After Parley SnotBot, we think that one of the most significant applications of drone technology in marine mammal science/conservation will be the use of cameras on affordable unmanned fixed-wing drones to conduct distribution and abundance surveys. Our oceans are vast, and to understand them we need data sets that reflect vast areas. In general, marine mammal scientists are only able to study the animals around them, i.e. within visual range. What about the animals beyond this range?

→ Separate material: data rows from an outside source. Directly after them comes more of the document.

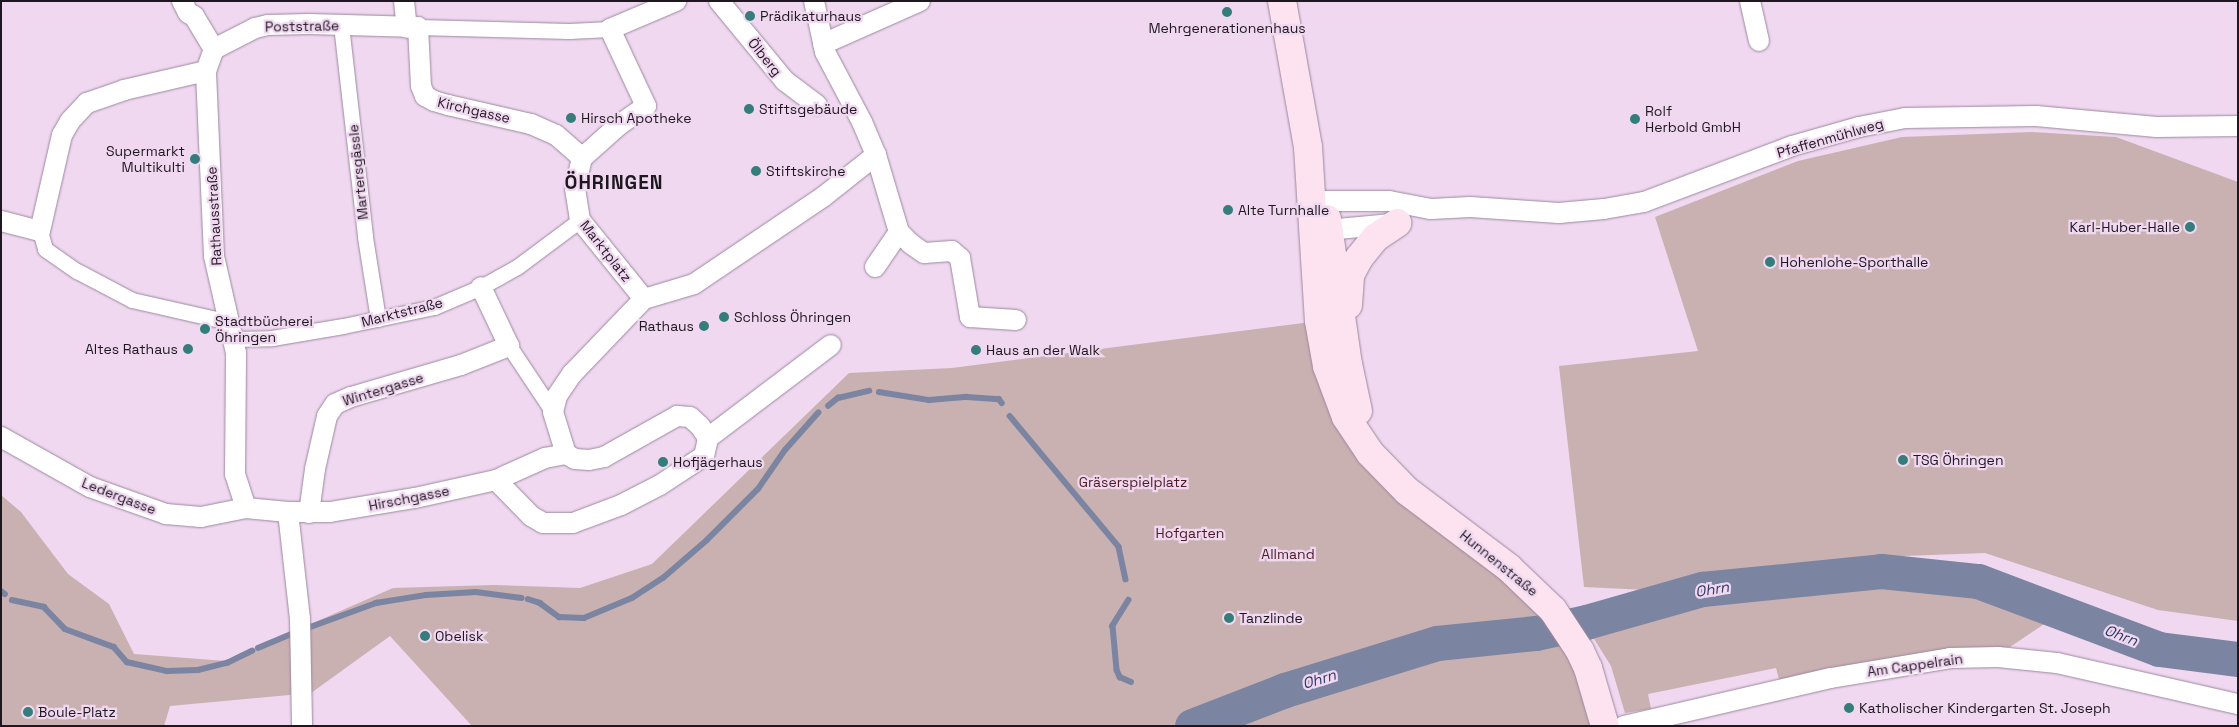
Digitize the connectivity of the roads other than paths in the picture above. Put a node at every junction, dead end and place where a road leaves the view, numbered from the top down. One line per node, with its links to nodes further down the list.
1 (182, 1): 14 (street)
2 (404, 1): 10 (street, Kirchgasse)
3 (676, 1): 11 (street, Poststraße)
4 (719, 1): 16 (street, Ölberg)
5 (814, 1): 13 (street)
6 (920, 1): 13 (street)
7 (1282, 1): 20 (main road, Hunnenstraße)
8 (1750, 1): 12 (street)
9 (342, 25): 10 (street, Poststraße); 14 (street, Poststraße); 31 (street, Martersgässle)
10 (413, 27): 11 (street, Poststraße); 19 (street, Kirchgasse)
11 (610, 29): 19 (street)
12 (1759, 41)
13 (823, 44): 18 (street)
14 (214, 49): 15 (street)
15 (206, 71): 26 (street); 33 (street, Rathausstraße)
16 (818, 105)
17 (2238, 126): 21 (street, Pfaffenmühlweg)
18 (876, 155): 27 (street); 30 (street)
19 (582, 158): 22 (street, Marktplatz)
20 (1318, 201): 21 (street, Pfaffenmühlweg); 25 (main road, Hunnenstraße)
21 (1431, 209): 24 (street, Pfaffenmühlweg)
22 (580, 220): 29 (street, Marktstraße); 30 (street, Marktplatz)
23 (1, 222): 26 (street)
24 (1397, 223): 25 (street, Pfaffenmühlweg); 36 (main road)
25 (1321, 230): 36 (main road, Hunnenstraße); 40 (main road, Hunnenstraße)
26 (40, 231): 33 (street, Marktstraße)
27 (899, 232): 28 (street); 32 (street)
28 (875, 267)
29 (481, 287): 31 (street, Marktstraße); 35 (street)
30 (644, 299): 37 (street)
31 (378, 319): 33 (street, Marktstraße)
32 (1016, 320)
33 (231, 331): 43 (street, Rathausstraße)
34 (831, 345): 39 (street)
35 (509, 346): 37 (street); 45 (street, Wintergasse)
36 (1347, 347): 40 (main road, Hunnenstraße)
37 (553, 412): 41 (street)
38 (1, 437): 43 (street, Ledergasse)
39 (708, 438): 41 (street, Hirschgasse); 42 (street)
40 (1370, 453): 48 (main road, Hunnenstraße)
41 (566, 454): 42 (street, Hirschgasse)
42 (496, 480): 45 (street, Hirschgasse)
43 (246, 508): 44 (street, Hirschgasse)
44 (288, 512): 45 (street, Hirschgasse); 47 (street)
45 (309, 513)
46 (2238, 704): 49 (street, Am Cappelrain)
47 (302, 726)
48 (1605, 726)
49 (1624, 726)

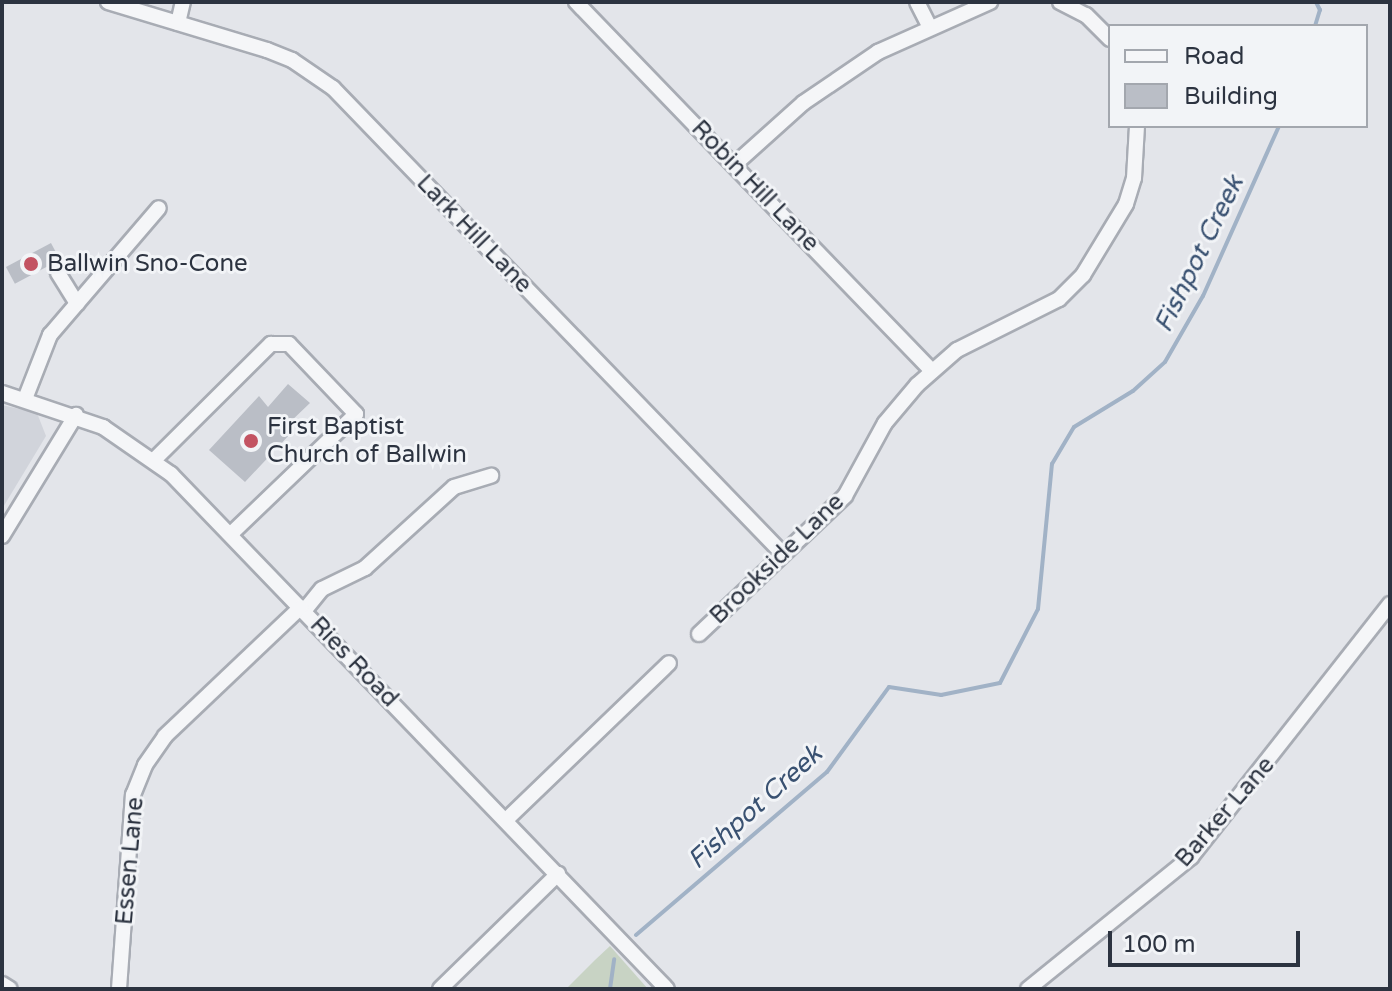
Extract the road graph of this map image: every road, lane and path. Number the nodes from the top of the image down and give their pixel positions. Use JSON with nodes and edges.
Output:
{"nodes":[{"id":1,"x":108,"y":2,"type":"edge"},
{"id":2,"x":183,"y":2,"type":"edge"},
{"id":3,"x":576,"y":2,"type":"edge"},
{"id":4,"x":917,"y":2,"type":"edge"},
{"id":5,"x":990,"y":2,"type":"edge"},
{"id":6,"x":1060,"y":2,"type":"edge"},
{"id":7,"x":178,"y":23,"type":"junction"},
{"id":8,"x":929,"y":26,"type":"junction"},
{"id":9,"x":1108,"y":37,"type":"edge"},
{"id":10,"x":1137,"y":128,"type":"edge"},
{"id":11,"x":734,"y":165,"type":"junction"},
{"id":12,"x":159,"y":208,"type":"dead end"},
{"id":13,"x":58,"y":273,"type":"dead end"},
{"id":14,"x":77,"y":304,"type":"junction"},
{"id":15,"x":932,"y":371,"type":"junction"},
{"id":16,"x":2,"y":393,"type":"edge"},
{"id":17,"x":25,"y":399,"type":"junction"},
{"id":18,"x":76,"y":415,"type":"junction"},
{"id":19,"x":154,"y":460,"type":"junction"},
{"id":20,"x":491,"y":476,"type":"dead end"},
{"id":21,"x":231,"y":534,"type":"junction"},
{"id":22,"x":2,"y":535,"type":"edge"},
{"id":23,"x":783,"y":554,"type":"junction"},
{"id":24,"x":1390,"y":604,"type":"edge"},
{"id":25,"x":302,"y":609,"type":"junction"},
{"id":26,"x":1384,"y":625,"type":"edge"},
{"id":27,"x":699,"y":634,"type":"dead end"},
{"id":28,"x":669,"y":663,"type":"dead end"},
{"id":29,"x":506,"y":820,"type":"junction"},
{"id":30,"x":558,"y":874,"type":"junction"},
{"id":31,"x":2,"y":984,"type":"edge"},
{"id":32,"x":664,"y":986,"type":"edge"},
{"id":33,"x":10,"y":989,"type":"edge"},
{"id":34,"x":119,"y":989,"type":"edge"},
{"id":35,"x":440,"y":989,"type":"edge"},
{"id":36,"x":1028,"y":989,"type":"edge"}],
"edges":[{"from":1,"to":7,"type":"street","name":"Lark Hill Lane"},
{"from":2,"to":7,"type":"street"},
{"from":3,"to":11,"type":"street","name":"Robin Hill Lane"},
{"from":4,"to":8,"type":"street"},
{"from":5,"to":8,"type":"street"},
{"from":6,"to":9,"type":"street"},
{"from":7,"to":23,"type":"street","name":"Lark Hill Lane"},
{"from":8,"to":11,"type":"street"},
{"from":10,"to":15,"type":"street","name":"Brookside Lane"},
{"from":11,"to":15,"type":"street","name":"Robin Hill Lane"},
{"from":12,"to":14,"type":"street"},
{"from":13,"to":14,"type":"street"},
{"from":14,"to":17,"type":"street"},
{"from":15,"to":23,"type":"street","name":"Brookside Lane"},
{"from":16,"to":17,"type":"street","name":"Ries Road"},
{"from":17,"to":18,"type":"street","name":"Ries Road"},
{"from":18,"to":19,"type":"street","name":"Ries Road"},
{"from":18,"to":22,"type":"street"},
{"from":19,"to":21,"type":"street","name":"Ries Road"},
{"from":19,"to":21,"type":"street"},
{"from":20,"to":25,"type":"street","name":"Essen Lane"},
{"from":21,"to":25,"type":"street","name":"Ries Road"},
{"from":23,"to":27,"type":"street","name":"Brookside Lane"},
{"from":24,"to":26,"type":"street","name":"Barker Lane"},
{"from":25,"to":29,"type":"street","name":"Ries Road"},
{"from":25,"to":34,"type":"street","name":"Essen Lane"},
{"from":26,"to":36,"type":"street","name":"Barker Lane"},
{"from":28,"to":29,"type":"street"},
{"from":29,"to":30,"type":"street","name":"Ries Road"},
{"from":30,"to":32,"type":"street","name":"Ries Road"},
{"from":30,"to":35,"type":"street"},
{"from":31,"to":33,"type":"street"}]}
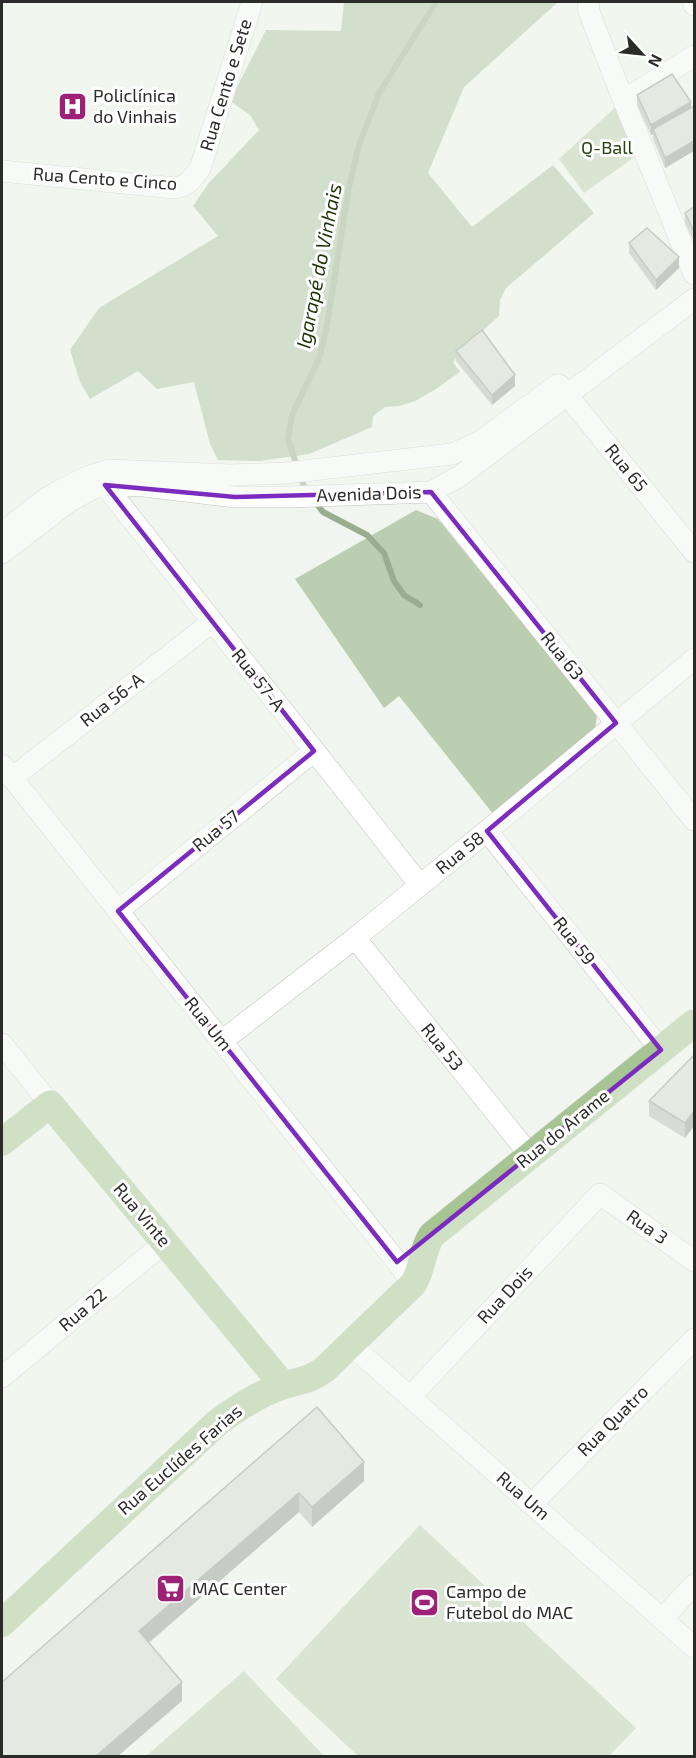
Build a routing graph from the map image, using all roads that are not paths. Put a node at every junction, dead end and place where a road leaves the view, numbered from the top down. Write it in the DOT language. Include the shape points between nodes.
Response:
graph roads {
  1 [pos="252,2"];
  2 [pos="588,2"];
  3 [pos="694,56"];
  4 [pos="624,100"];
  5 [pos="200,169"];
  6 [pos="2,171"];
  7 [pos="694,274"];
  8 [pos="694,283"];
  9 [pos="694,299"];
  10 [pos="563,389"];
  11 [pos="102,478"];
  12 [pos="431,492"];
  13 [pos="2,532"];
  14 [pos="694,552"];
  15 [pos="2,554"];
  16 [pos="212,622"];
  17 [pos="694,658"];
  18 [pos="616,723"];
  19 [pos="314,751"];
  20 [pos="7,772"];
  21 [pos="694,820"];
  22 [pos="487,831"];
  23 [pos="420,885"];
  24 [pos="118,911"];
  25 [pos="355,938"];
  26 [pos="694,1023"];
  27 [pos="222,1041"];
  28 [pos="2,1044"];
  29 [pos="661,1050"];
  30 [pos="50,1104"];
  31 [pos="2,1142"];
  32 [pos="530,1155"];
  33 [pos="600,1194"];
  34 [pos="432,1235"];
  35 [pos="165,1242"];
  36 [pos="694,1261"];
  37 [pos="397,1262"];
  38 [pos="413,1284"];
  39 [pos="694,1338"];
  40 [pos="351,1345"];
  41 [pos="2,1377"];
  42 [pos="283,1385"];
  43 [pos="410,1397"];
  44 [pos="532,1504"];
  45 [pos="694,1585"];
  46 [pos="662,1618"];
  47 [pos="2,1623"];
  48 [pos="694,1647"];
  1 -- 5 [label="street, Rua Cento e Sete"];
  2 -- 4 [label="street"];
  3 -- 4 [label="street"];
  4 -- 7 [label="street"];
  5 -- 6 [label="street, Rua Cento e Cinco" via="189,182 174,188"];
  8 -- 10 [label="street, Avenida Dois"];
  9 -- 10 [label="street, Avenida Dois"];
  10 -- 11 [label="street, Avenida Dois" via="463,451 440,456 286,473 118,470"];
  10 -- 12 [label="street, Avenida Dois" via="460,476"];
  10 -- 14 [label="street, Rua 65"];
  11 -- 12 [label="street, Avenida Dois" via="234,497"];
  11 -- 13 [label="street, Avenida Dois" via="59,491"];
  11 -- 15 [label="street, Avenida Dois" via="94,488 70,501"];
  11 -- 16 [label="street, Rua 57-A"];
  12 -- 18 [label="street, Rua 63"];
  16 -- 19 [label="street, Rua 57-A"];
  16 -- 20 [label="street, Rua 56-A"];
  17 -- 18 [label="street, Rua 58"];
  18 -- 21 [label="street, Rua 63"];
  18 -- 22 [label="street, Rua 58"];
  19 -- 23 [label="street, Rua 57-A"];
  19 -- 24 [label="street, Rua 57"];
  20 -- 24 [label="street, Rua Um"];
  22 -- 23 [label="street, Rua 58"];
  22 -- 29 [label="street, Rua 59"];
  23 -- 25 [label="street, Rua 58"];
  24 -- 27 [label="street, Rua Um"];
  25 -- 27 [label="street, Rua 58"];
  25 -- 32 [label="street, Rua 53"];
  26 -- 29 [label="main road, Rua do Arame"];
  27 -- 37 [label="street, Rua Um"];
  28 -- 30 [label="street, Rua Vinte"];
  29 -- 32 [label="main road, Rua do Arame"];
  30 -- 31 [label="main road"];
  30 -- 35 [label="main road, Rua Vinte"];
  32 -- 34 [label="main road, Rua do Arame"];
  33 -- 36 [label="street, Rua 3"];
  33 -- 43 [label="street, Rua Dois"];
  34 -- 37 [label="street"];
  34 -- 38 [label="main road, Rua Euclídes Farias"];
  35 -- 41 [label="street, Rua 22"];
  35 -- 42 [label="main road, Rua Vinte"];
  37 -- 38 [label="street, Rua Um"];
  38 -- 40 [label="main road, Rua Euclídes Farias"];
  39 -- 44 [label="street, Rua Quatro"];
  40 -- 42 [label="main road, Rua Euclídes Farias" via="317,1375"];
  40 -- 43 [label="street, Rua Um"];
  42 -- 47 [label="main road, Rua Euclídes Farias" via="256,1397 217,1423"];
  43 -- 44 [label="street, Rua Um"];
  44 -- 46 [label="street, Rua Um"];
  45 -- 46 [label="street"];
  46 -- 48 [label="street, Rua Um"];
}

So, our mission on a remote peninsula in Baja was to put a fixed-wing drone, in this case the FlightWave Edge, through its paces. We ran approximately 14 missions, all with different goals and expectations. Some were long range tests, sometimes we were testing different flight configurations, practicing transitions between hovering and fixed-wing flying, and using the sophisticated mission planning software. We demonstrated the Edge to other researchers at the camp, and all were impressed. We were very grateful to Dr. Steven Swartz, who kindly coordinated a boat-based lagoon survey with our Edge survey, giving us context to the data we collected. We did not run the full 30K survey route, but we did fly over his boat (whilst on survey) and we did see a lot of whales. There is too much to report on here on what we learnt (and future plans!!), but I am happy to say that the Edge passed with flying colors. Our only limitations seemed to be the transmitter range and current BLOS (Beyond Line of Sight) restrictions, both of which are solveable.

The photo above is an image taken from the Edge during the survey. Below is a photo of our shore-based launch site with cinematographer Christian Miller and Dan Levy.

Dan works for FlightWave, and his participation was essential to our success – so thank you FlightWave and thank you Dan. Below Dan and I are putting the Edge through its paces.

This next photo was meant as a calibration photo for the polarizing filter on the Edge camera but of course Christian made this into art.

One of the shots that we really wanted to get was a shot of the Edge over whales. On the afternoon of day two, whilst sitting on the beach we realized this was near to impossible. The whales were over 2 kilometers offshore, and the Edge flies at 50 kilometers per hour. A remarkable team effort then ensued with Andy on the binoculars and Christian, Dan, and me trying to get a DJI Inspire 2 and the Edge in the same place over the whales at the same time. The flight capacity of the Edge really came into play here, we launched both drones at the same time, and after 25 minutes Christian flew his drone back to the beach, changed batteries and flew back out (2K each way) whilst the Edge waited in loiter mode. Loiter mode is when the Edge is on autopilot and flies in circles. We kept moving the loiter position until we hit the ball out of the ball park, and Christian, who had the Inspire 2 hovering over whales, saw the Edge fly through the screen – amazing!!! We expect the impossible from Christian Miller and once again he delivered.

My life was made so much easier by having Dan with us in the field, as it turned out I think that Dan found the experience to be just as beneficial for his work:

When Iain invited me to go on this expedition I could not have been more excited about the opportunity to test the Edge under the real work challenges that the Parley SnotBot work represented. I don’t think that I realized how inspirational it would be for me to go from the factory to the field. I have spent years as part of the design and development team of the Edge, dealing with theoretical problems and potential pitfalls. This is the first time that I have been in the field and seen our ideas and our hard work put to the test. It added a whole new perspective to my thinking to see the Edge deployed so successfully and I am looking forward to getting back to work, to take what I have learnt to the Edge team so that we can support Iain’s work and many others out there like him.

Tomorrow we are out on the water with blue whales and a news team from HBO’s Vice News Tonight.

Best Fishes from Loreto in the Sea of Cortez.